• [Given records]

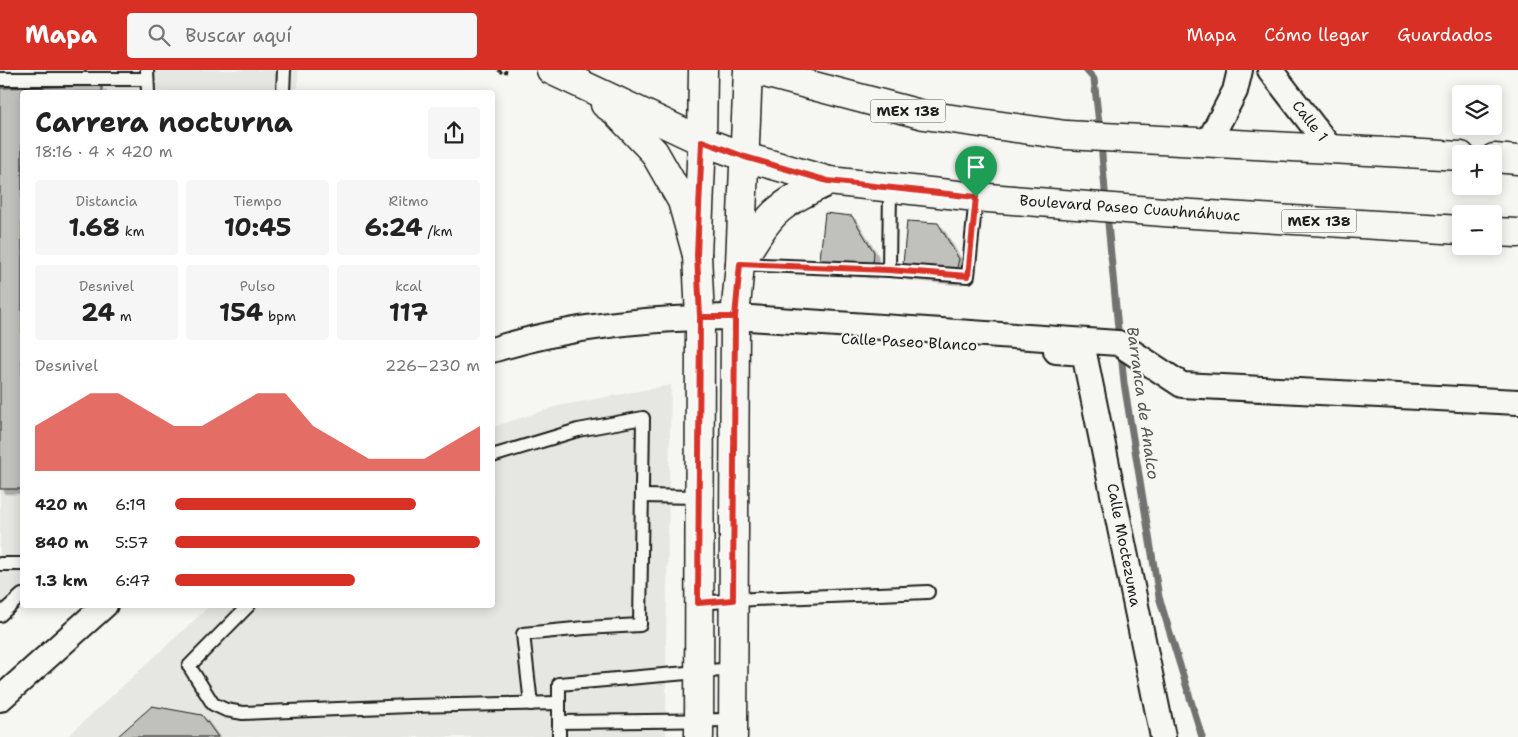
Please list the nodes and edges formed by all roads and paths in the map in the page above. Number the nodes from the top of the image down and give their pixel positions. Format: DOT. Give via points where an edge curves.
graph roads {
  1 [pos="284,70"];
  2 [pos="498,70"];
  3 [pos="703,70"];
  4 [pos="748,70"];
  5 [pos="753,70"];
  6 [pos="1240,70"];
  7 [pos="1270,70"];
  8 [pos="506,72"];
  9 [pos="559,72"];
  10 [pos="147,74"];
  11 [pos="0,79"];
  12 [pos="148,90"];
  13 [pos="283,90"];
  14 [pos="702,141"];
  15 [pos="1197,142"];
  16 [pos="1331,149"];
  17 [pos="1452,156"];
  18 [pos="745,157"];
  19 [pos="1502,159"];
  20 [pos="1518,160"];
  21 [pos="828,181"];
  22 [pos="890,187"];
  23 [pos="976,197"];
  24 [pos="1452,229"];
  25 [pos="1502,232"];
  26 [pos="1518,233"];
  27 [pos="697,255"];
  28 [pos="740,264"];
  29 [pos="889,270"];
  30 [pos="700,317"];
  31 [pos="735,324"];
  32 [pos="495,349"];
  33 [pos="1084,353"];
  34 [pos="1518,402"];
  35 [pos="495,455"];
  36 [pos="642,496"];
  37 [pos="699,497"];
  38 [pos="0,564"];
  39 [pos="20,564"];
  40 [pos="928,592"];
  41 [pos="20,597"];
  42 [pos="733,600"];
  43 [pos="698,603"];
  44 [pos="102,608"];
  45 [pos="246,608"];
  46 [pos="0,615"];
  47 [pos="733,670"];
  48 [pos="698,671"];
  49 [pos="0,699"];
  50 [pos="558,703"];
  51 [pos="531,704"];
  52 [pos="559,722"];
  53 [pos="699,728"];
  54 [pos="733,728"];
  55 [pos="559,737"];
  56 [pos="1163,737"];
  1 -- 13 [label="lane"];
  2 -- 8 [label="path"];
  3 -- 14 [label="main road"];
  4 -- 18 [label="main road"];
  5 -- 15 [label="main road, MEX 138" via="924,115 1066,135"];
  6 -- 15 [label="street" via="1235,91"];
  7 -- 16 [label="street, Calle 1"];
  9 -- 14 [label="main road, Boulevard Paseo Cuauhnáhuac / MEX 138"];
  9 -- 27 [label="main road" via="615,111 654,152 682,201"];
  10 -- 11 [label="lane"];
  10 -- 12 [label="lane"];
  14 -- 18 [label="main road, Boulevard Paseo Cuauhnáhuac / MEX 138"];
  14 -- 27 [label="main road"];
  15 -- 16 [label="main road, MEX 138"];
  16 -- 17 [label="main road, MEX 138"];
  18 -- 21 [label="main road, Boulevard Paseo Cuauhnáhuac / MEX 138"];
  18 -- 28 [label="main road"];
  19 -- 20 [label="main road"];
  21 -- 22 [label="main road, Boulevard Paseo Cuauhnáhuac / MEX 138"];
  21 -- 28 [label="main road" via="775,214"];
  22 -- 23 [label="main road, Boulevard Paseo Cuauhnáhuac / MEX 138"];
  22 -- 29 [label="lane"];
  23 -- 24 [label="main road, Boulevard Paseo Cuauhnáhuac / MEX 138"];
  23 -- 29 [label="lane" via="968,276"];
  25 -- 26 [label="main road"];
  27 -- 30 [label="main road"];
  28 -- 29 [label="lane"];
  28 -- 31 [label="main road"];
  30 -- 31 [label="street"];
  30 -- 32 [label="street" via="606,324"];
  30 -- 37 [label="main road"];
  31 -- 33 [label="street, Calle Paseo Blanco"];
  31 -- 34 [label="street" via="1118,343 1182,385"];
  31 -- 42 [label="main road"];
  33 -- 56 [label="street, Calle Moctezuma"];
  35 -- 36 [label="lane" via="578,430 643,418"];
  36 -- 37 [label="lane"];
  36 -- 51 [label="lane" via="640,625 524,634"];
  37 -- 43 [label="main road"];
  38 -- 39 [label="lane"];
  40 -- 42 [label="lane"];
  41 -- 46 [label="lane"];
  42 -- 43 [label="lane"];
  42 -- 47 [label="main road"];
  43 -- 48 [label="main road"];
  44 -- 49 [label="street"];
  45 -- 51 [label="lane" via="188,666 213,704 226,710 243,713"];
  47 -- 48 [label="lane"];
  47 -- 54 [label="main road"];
  48 -- 50 [label="lane" via="559,684"];
  48 -- 53 [label="main road"];
  50 -- 51 [label="lane"];
  50 -- 52 [label="lane"];
  52 -- 53 [label="lane"];
  52 -- 55 [label="lane"];
  53 -- 54 [label="lane"];
}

• [Task objective]
Once the pictures are set aside, output all of the data above verbatim.

• [Exercise output]
Please list the nodes and edges formed by all roads and paths in the map in the page above. Number the nodes from the top of the image down and give their pixel positions. Format: DOT. Give via points where an edge curves.
graph roads {
  1 [pos="284,70"];
  2 [pos="498,70"];
  3 [pos="703,70"];
  4 [pos="748,70"];
  5 [pos="753,70"];
  6 [pos="1240,70"];
  7 [pos="1270,70"];
  8 [pos="506,72"];
  9 [pos="559,72"];
  10 [pos="147,74"];
  11 [pos="0,79"];
  12 [pos="148,90"];
  13 [pos="283,90"];
  14 [pos="702,141"];
  15 [pos="1197,142"];
  16 [pos="1331,149"];
  17 [pos="1452,156"];
  18 [pos="745,157"];
  19 [pos="1502,159"];
  20 [pos="1518,160"];
  21 [pos="828,181"];
  22 [pos="890,187"];
  23 [pos="976,197"];
  24 [pos="1452,229"];
  25 [pos="1502,232"];
  26 [pos="1518,233"];
  27 [pos="697,255"];
  28 [pos="740,264"];
  29 [pos="889,270"];
  30 [pos="700,317"];
  31 [pos="735,324"];
  32 [pos="495,349"];
  33 [pos="1084,353"];
  34 [pos="1518,402"];
  35 [pos="495,455"];
  36 [pos="642,496"];
  37 [pos="699,497"];
  38 [pos="0,564"];
  39 [pos="20,564"];
  40 [pos="928,592"];
  41 [pos="20,597"];
  42 [pos="733,600"];
  43 [pos="698,603"];
  44 [pos="102,608"];
  45 [pos="246,608"];
  46 [pos="0,615"];
  47 [pos="733,670"];
  48 [pos="698,671"];
  49 [pos="0,699"];
  50 [pos="558,703"];
  51 [pos="531,704"];
  52 [pos="559,722"];
  53 [pos="699,728"];
  54 [pos="733,728"];
  55 [pos="559,737"];
  56 [pos="1163,737"];
  1 -- 13 [label="lane"];
  2 -- 8 [label="path"];
  3 -- 14 [label="main road"];
  4 -- 18 [label="main road"];
  5 -- 15 [label="main road, MEX 138" via="924,115 1066,135"];
  6 -- 15 [label="street" via="1235,91"];
  7 -- 16 [label="street, Calle 1"];
  9 -- 14 [label="main road, Boulevard Paseo Cuauhnáhuac / MEX 138"];
  9 -- 27 [label="main road" via="615,111 654,152 682,201"];
  10 -- 11 [label="lane"];
  10 -- 12 [label="lane"];
  14 -- 18 [label="main road, Boulevard Paseo Cuauhnáhuac / MEX 138"];
  14 -- 27 [label="main road"];
  15 -- 16 [label="main road, MEX 138"];
  16 -- 17 [label="main road, MEX 138"];
  18 -- 21 [label="main road, Boulevard Paseo Cuauhnáhuac / MEX 138"];
  18 -- 28 [label="main road"];
  19 -- 20 [label="main road"];
  21 -- 22 [label="main road, Boulevard Paseo Cuauhnáhuac / MEX 138"];
  21 -- 28 [label="main road" via="775,214"];
  22 -- 23 [label="main road, Boulevard Paseo Cuauhnáhuac / MEX 138"];
  22 -- 29 [label="lane"];
  23 -- 24 [label="main road, Boulevard Paseo Cuauhnáhuac / MEX 138"];
  23 -- 29 [label="lane" via="968,276"];
  25 -- 26 [label="main road"];
  27 -- 30 [label="main road"];
  28 -- 29 [label="lane"];
  28 -- 31 [label="main road"];
  30 -- 31 [label="street"];
  30 -- 32 [label="street" via="606,324"];
  30 -- 37 [label="main road"];
  31 -- 33 [label="street, Calle Paseo Blanco"];
  31 -- 34 [label="street" via="1118,343 1182,385"];
  31 -- 42 [label="main road"];
  33 -- 56 [label="street, Calle Moctezuma"];
  35 -- 36 [label="lane" via="578,430 643,418"];
  36 -- 37 [label="lane"];
  36 -- 51 [label="lane" via="640,625 524,634"];
  37 -- 43 [label="main road"];
  38 -- 39 [label="lane"];
  40 -- 42 [label="lane"];
  41 -- 46 [label="lane"];
  42 -- 43 [label="lane"];
  42 -- 47 [label="main road"];
  43 -- 48 [label="main road"];
  44 -- 49 [label="street"];
  45 -- 51 [label="lane" via="188,666 213,704 226,710 243,713"];
  47 -- 48 [label="lane"];
  47 -- 54 [label="main road"];
  48 -- 50 [label="lane" via="559,684"];
  48 -- 53 [label="main road"];
  50 -- 51 [label="lane"];
  50 -- 52 [label="lane"];
  52 -- 53 [label="lane"];
  52 -- 55 [label="lane"];
  53 -- 54 [label="lane"];
}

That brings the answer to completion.